◆ Stored data
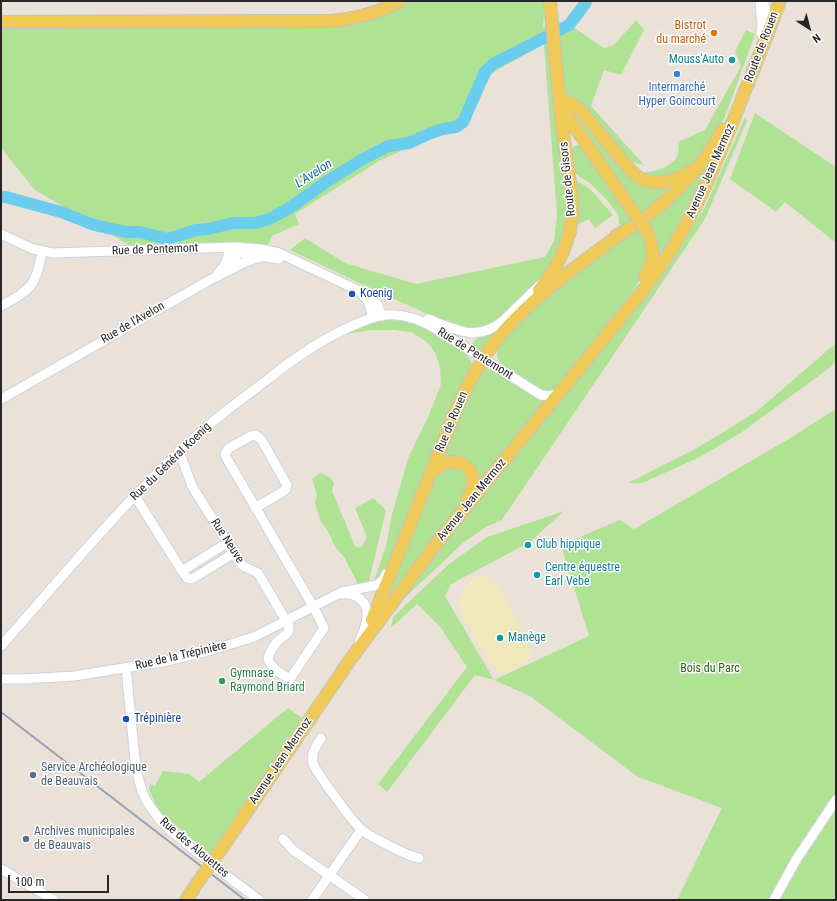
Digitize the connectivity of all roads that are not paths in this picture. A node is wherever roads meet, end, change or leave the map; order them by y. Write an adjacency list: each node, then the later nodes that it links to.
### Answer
1 (400, 1): 8 (main road)
2 (550, 1): 11 (main road, Route de Gisors)
3 (759, 1): 9 (street)
4 (763, 1): 7 (street)
5 (774, 1): 7 (main road, Route de Rouen)
6 (780, 1): 9 (main road, Route de Rouen)
7 (768, 16): 9 (main road, Route de Rouen)
8 (1, 22)
9 (765, 32): 10 (main road, Route de Rouen)
10 (741, 92): 14 (main road); 30 (main road, Avenue Jean Mermoz)
11 (560, 97): 12 (main road); 13 (main road, Route de Gisors)
12 (581, 111): 13 (main road); 14 (main road)
13 (563, 115): 15 (main road); 16 (main road, Route de Gisors)
14 (719, 137): 17 (main road)
15 (587, 144): 16 (main road); 30 (main road, bridge)
16 (565, 150): 25 (main road, Route de Gisors)
17 (622, 233): 25 (main road); 32 (main road, Rue de Rouen)
18 (1, 234): 21 (street, Rue de Pentemont)
19 (1, 239): 21 (street, Rue de Pentemont)
20 (231, 251): 21 (street, Rue de Pentemont); 22 (street, Rue de Pentemont); 23 (street, Rue de Pentemont); 24 (street); 26 (street)
21 (42, 254): 27 (street)
22 (269, 257): 23 (street, Rue de Pentemont); 24 (street, Rue de l'Avelon)
23 (308, 267): 29 (street, Rue de Pentemont)
24 (231, 269): 26 (street, Rue de l'Avelon)
25 (551, 274): 31 (street); 32 (main road, Route de Gisors)
26 (208, 281): 36 (street, Rue de l'Avelon)
27 (1, 306)
28 (401, 315): 29 (street, Rue de Pentemont); 31 (street); 33 (street, Rue de Pentemont)
29 (378, 316): 37 (street, Rue du Général Koenig)
30 (610, 329): 35 (main road, Avenue Jean Mermoz)
31 (480, 333): 33 (street)
32 (498, 339): 34 (main road, Rue de Rouen)
33 (470, 351): 34 (street, Rue de Pentemont)
34 (483, 359): 35 (street, Rue de Pentemont); 38 (main road, Rue de Rouen)
35 (563, 389): 41 (main road, Avenue Jean Mermoz)
36 (1, 399)
37 (180, 451): 39 (street, Rue du Général Koenig); 42 (street, Rue Neuve)
38 (430, 475): 41 (main road); 43 (main road, Rue de Rouen)
39 (135, 496): 45 (street); 51 (street, Rue du Général Koenig)
40 (255, 508): 40 (street); 48 (street)
41 (453, 522): 53 (main road, Avenue Jean Mermoz)
42 (228, 542): 44 (street, Rue Neuve); 45 (street)
43 (401, 548): 46 (street, Rue de la Trépinière); 52 (main road, Rue de Rouen)
44 (234, 553): 45 (street); 50 (street, Rue Neuve)
45 (182, 571)
46 (371, 586): 47 (street, Rue de la Trépinière); 49 (street)
47 (337, 594): 48 (street, Rue de la Trépinière); 49 (street)
48 (314, 606): 50 (street, Rue de la Trépinière); 50 (street)
49 (366, 606): 52 (street)
50 (286, 621): 54 (street, Rue de la Trépinière)
51 (1, 646)
52 (357, 648): 53 (main road, Rue de Rouen)
53 (350, 660): 66 (main road, Avenue Jean Mermoz, bridge)
54 (126, 668): 57 (street, Rue de la Trépinière); 67 (street, Rue des Alouettes)
55 (1, 672): 57 (street, Rue de la Trépinière)
56 (1, 679): 57 (street, Rue de la Trépinière)
57 (15, 679)
58 (321, 738): 60 (street)
59 (836, 800): 70 (street)
60 (361, 830): 62 (street); 64 (street)
61 (283, 839): 64 (street)
62 (419, 858)
63 (1, 868): 65 (street)
64 (329, 876): 68 (street); 69 (street)
65 (54, 900)
66 (186, 900)
67 (259, 900)
68 (312, 900)
69 (365, 900)
70 (774, 900)

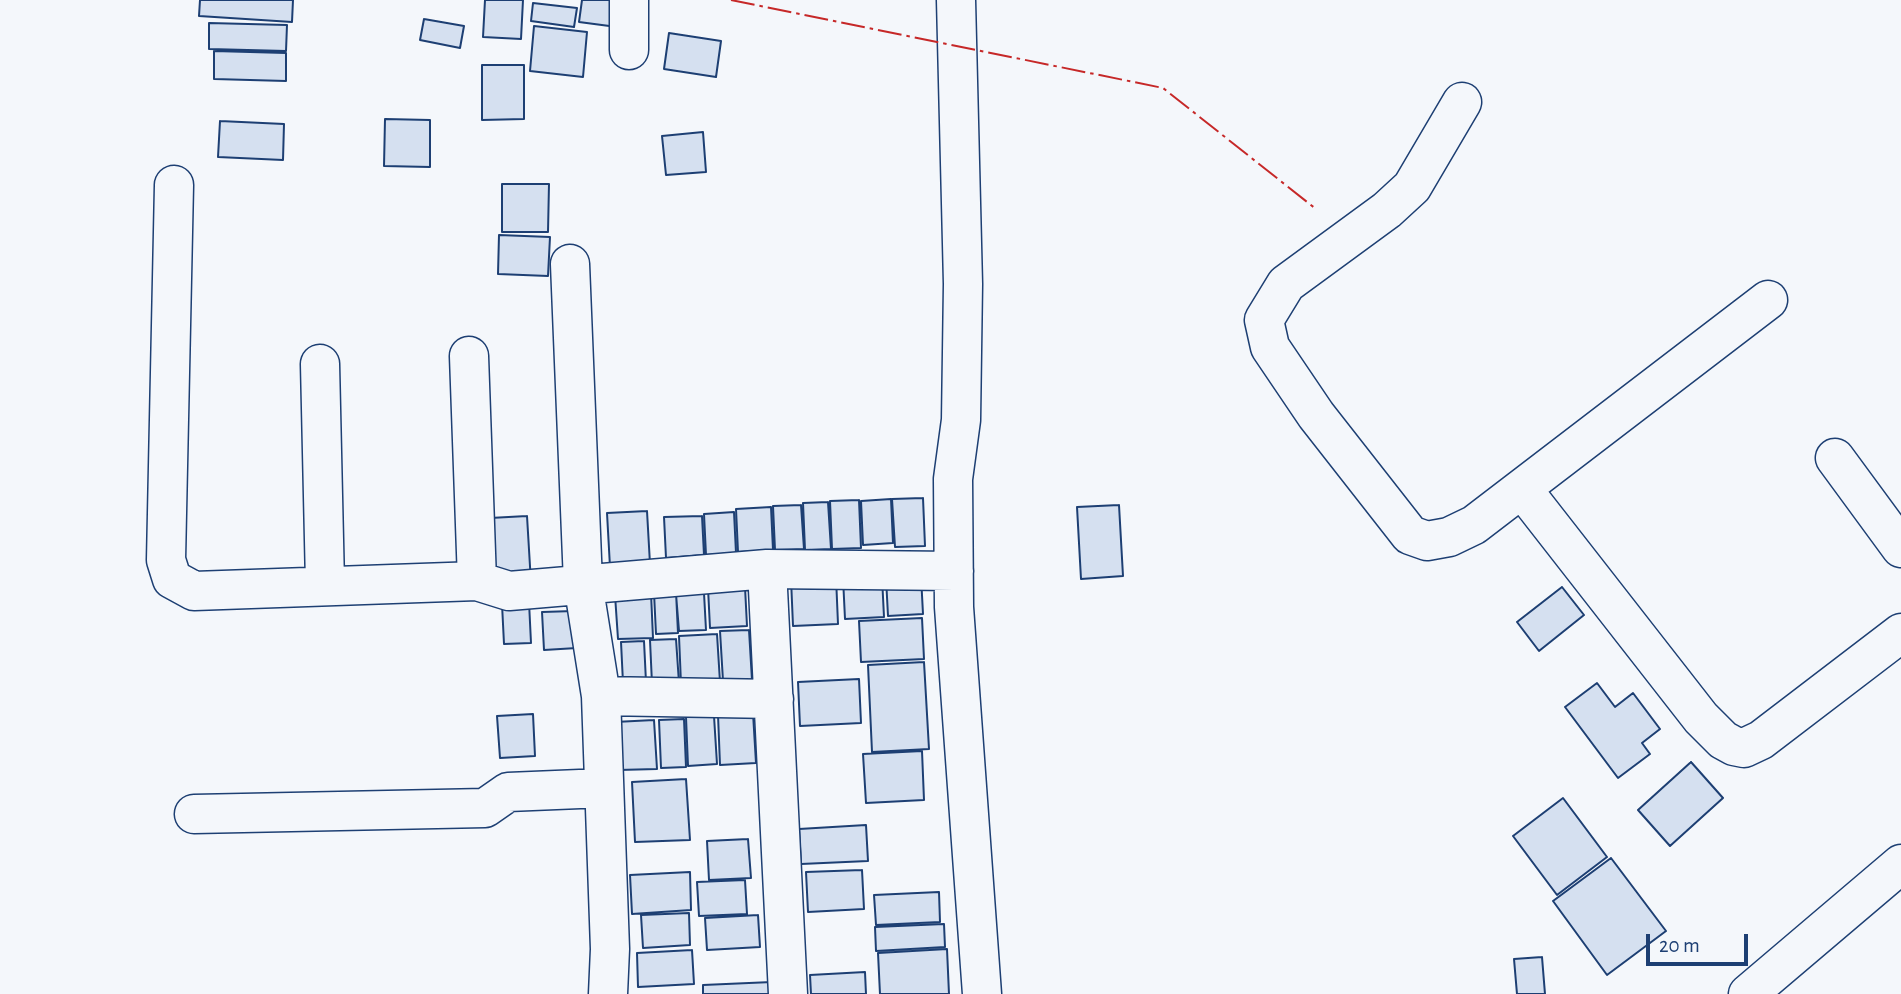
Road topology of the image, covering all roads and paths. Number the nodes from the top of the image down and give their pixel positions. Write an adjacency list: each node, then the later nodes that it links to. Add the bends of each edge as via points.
1 (629, 0): 3 (main road)
2 (956, 0): 14 (main road, via 963,284 961,420 953,479)
3 (629, 50)
4 (1462, 102): 11 (main road, via 1412,187 1286,284 1264,320 1270,347 1285,370 1410,535 1427,541 1449,537 1474,526)
5 (174, 185): 17 (main road, via 166,560 172,579 194,591)
6 (569, 264): 16 (main road)
7 (1768, 300): 11 (main road)
8 (469, 356): 15 (main road)
9 (320, 364): 17 (main road)
10 (1835, 458): 12 (main road)
11 (1523, 490): 18 (main road, via 1701,718 1734,746 1744,748 1761,740)
12 (1901, 548)
13 (767, 569): 14 (main road); 16 (main road); 20 (main road)
14 (954, 571): 26 (main road)
15 (477, 581): 16 (main road, via 509,591); 17 (main road)
16 (583, 583): 19 (main road)
17 (325, 584)
18 (1901, 633)
19 (601, 696): 20 (main road); 21 (main road)
20 (774, 699): 25 (main road)
21 (604, 789): 22 (main road, via 508,792 485,808); 24 (main road)
22 (194, 814)
23 (1901, 864): 27 (main road)
24 (608, 994)
25 (788, 994)
26 (982, 994)
27 (1748, 994)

◆ AIM OF THE EXERCISE
Give back all the data exactly, minus pictures.

◆ TASK ANSWER
Digitize the connectivity of all roads that are not paths in this picture. A node is wherever roads meet, end, change or leave the map; order them by y. Write an adjacency list: each node, then the later nodes that it links to.
### Answer
1 (400, 1): 8 (main road)
2 (550, 1): 11 (main road, Route de Gisors)
3 (759, 1): 9 (street)
4 (763, 1): 7 (street)
5 (774, 1): 7 (main road, Route de Rouen)
6 (780, 1): 9 (main road, Route de Rouen)
7 (768, 16): 9 (main road, Route de Rouen)
8 (1, 22)
9 (765, 32): 10 (main road, Route de Rouen)
10 (741, 92): 14 (main road); 30 (main road, Avenue Jean Mermoz)
11 (560, 97): 12 (main road); 13 (main road, Route de Gisors)
12 (581, 111): 13 (main road); 14 (main road)
13 (563, 115): 15 (main road); 16 (main road, Route de Gisors)
14 (719, 137): 17 (main road)
15 (587, 144): 16 (main road); 30 (main road, bridge)
16 (565, 150): 25 (main road, Route de Gisors)
17 (622, 233): 25 (main road); 32 (main road, Rue de Rouen)
18 (1, 234): 21 (street, Rue de Pentemont)
19 (1, 239): 21 (street, Rue de Pentemont)
20 (231, 251): 21 (street, Rue de Pentemont); 22 (street, Rue de Pentemont); 23 (street, Rue de Pentemont); 24 (street); 26 (street)
21 (42, 254): 27 (street)
22 (269, 257): 23 (street, Rue de Pentemont); 24 (street, Rue de l'Avelon)
23 (308, 267): 29 (street, Rue de Pentemont)
24 (231, 269): 26 (street, Rue de l'Avelon)
25 (551, 274): 31 (street); 32 (main road, Route de Gisors)
26 (208, 281): 36 (street, Rue de l'Avelon)
27 (1, 306)
28 (401, 315): 29 (street, Rue de Pentemont); 31 (street); 33 (street, Rue de Pentemont)
29 (378, 316): 37 (street, Rue du Général Koenig)
30 (610, 329): 35 (main road, Avenue Jean Mermoz)
31 (480, 333): 33 (street)
32 (498, 339): 34 (main road, Rue de Rouen)
33 (470, 351): 34 (street, Rue de Pentemont)
34 (483, 359): 35 (street, Rue de Pentemont); 38 (main road, Rue de Rouen)
35 (563, 389): 41 (main road, Avenue Jean Mermoz)
36 (1, 399)
37 (180, 451): 39 (street, Rue du Général Koenig); 42 (street, Rue Neuve)
38 (430, 475): 41 (main road); 43 (main road, Rue de Rouen)
39 (135, 496): 45 (street); 51 (street, Rue du Général Koenig)
40 (255, 508): 40 (street); 48 (street)
41 (453, 522): 53 (main road, Avenue Jean Mermoz)
42 (228, 542): 44 (street, Rue Neuve); 45 (street)
43 (401, 548): 46 (street, Rue de la Trépinière); 52 (main road, Rue de Rouen)
44 (234, 553): 45 (street); 50 (street, Rue Neuve)
45 (182, 571)
46 (371, 586): 47 (street, Rue de la Trépinière); 49 (street)
47 (337, 594): 48 (street, Rue de la Trépinière); 49 (street)
48 (314, 606): 50 (street, Rue de la Trépinière); 50 (street)
49 (366, 606): 52 (street)
50 (286, 621): 54 (street, Rue de la Trépinière)
51 (1, 646)
52 (357, 648): 53 (main road, Rue de Rouen)
53 (350, 660): 66 (main road, Avenue Jean Mermoz, bridge)
54 (126, 668): 57 (street, Rue de la Trépinière); 67 (street, Rue des Alouettes)
55 (1, 672): 57 (street, Rue de la Trépinière)
56 (1, 679): 57 (street, Rue de la Trépinière)
57 (15, 679)
58 (321, 738): 60 (street)
59 (836, 800): 70 (street)
60 (361, 830): 62 (street); 64 (street)
61 (283, 839): 64 (street)
62 (419, 858)
63 (1, 868): 65 (street)
64 (329, 876): 68 (street); 69 (street)
65 (54, 900)
66 (186, 900)
67 (259, 900)
68 (312, 900)
69 (365, 900)
70 (774, 900)

Road topology of the image, covering all roads and paths. Number the nodes from the top of the image down and give their pixel positions. Write an adjacency list: each node, then the later nodes that it links to. Add the bends of each edge as via points.
1 (629, 0): 3 (main road)
2 (956, 0): 14 (main road, via 963,284 961,420 953,479)
3 (629, 50)
4 (1462, 102): 11 (main road, via 1412,187 1286,284 1264,320 1270,347 1285,370 1410,535 1427,541 1449,537 1474,526)
5 (174, 185): 17 (main road, via 166,560 172,579 194,591)
6 (569, 264): 16 (main road)
7 (1768, 300): 11 (main road)
8 (469, 356): 15 (main road)
9 (320, 364): 17 (main road)
10 (1835, 458): 12 (main road)
11 (1523, 490): 18 (main road, via 1701,718 1734,746 1744,748 1761,740)
12 (1901, 548)
13 (767, 569): 14 (main road); 16 (main road); 20 (main road)
14 (954, 571): 26 (main road)
15 (477, 581): 16 (main road, via 509,591); 17 (main road)
16 (583, 583): 19 (main road)
17 (325, 584)
18 (1901, 633)
19 (601, 696): 20 (main road); 21 (main road)
20 (774, 699): 25 (main road)
21 (604, 789): 22 (main road, via 508,792 485,808); 24 (main road)
22 (194, 814)
23 (1901, 864): 27 (main road)
24 (608, 994)
25 (788, 994)
26 (982, 994)
27 (1748, 994)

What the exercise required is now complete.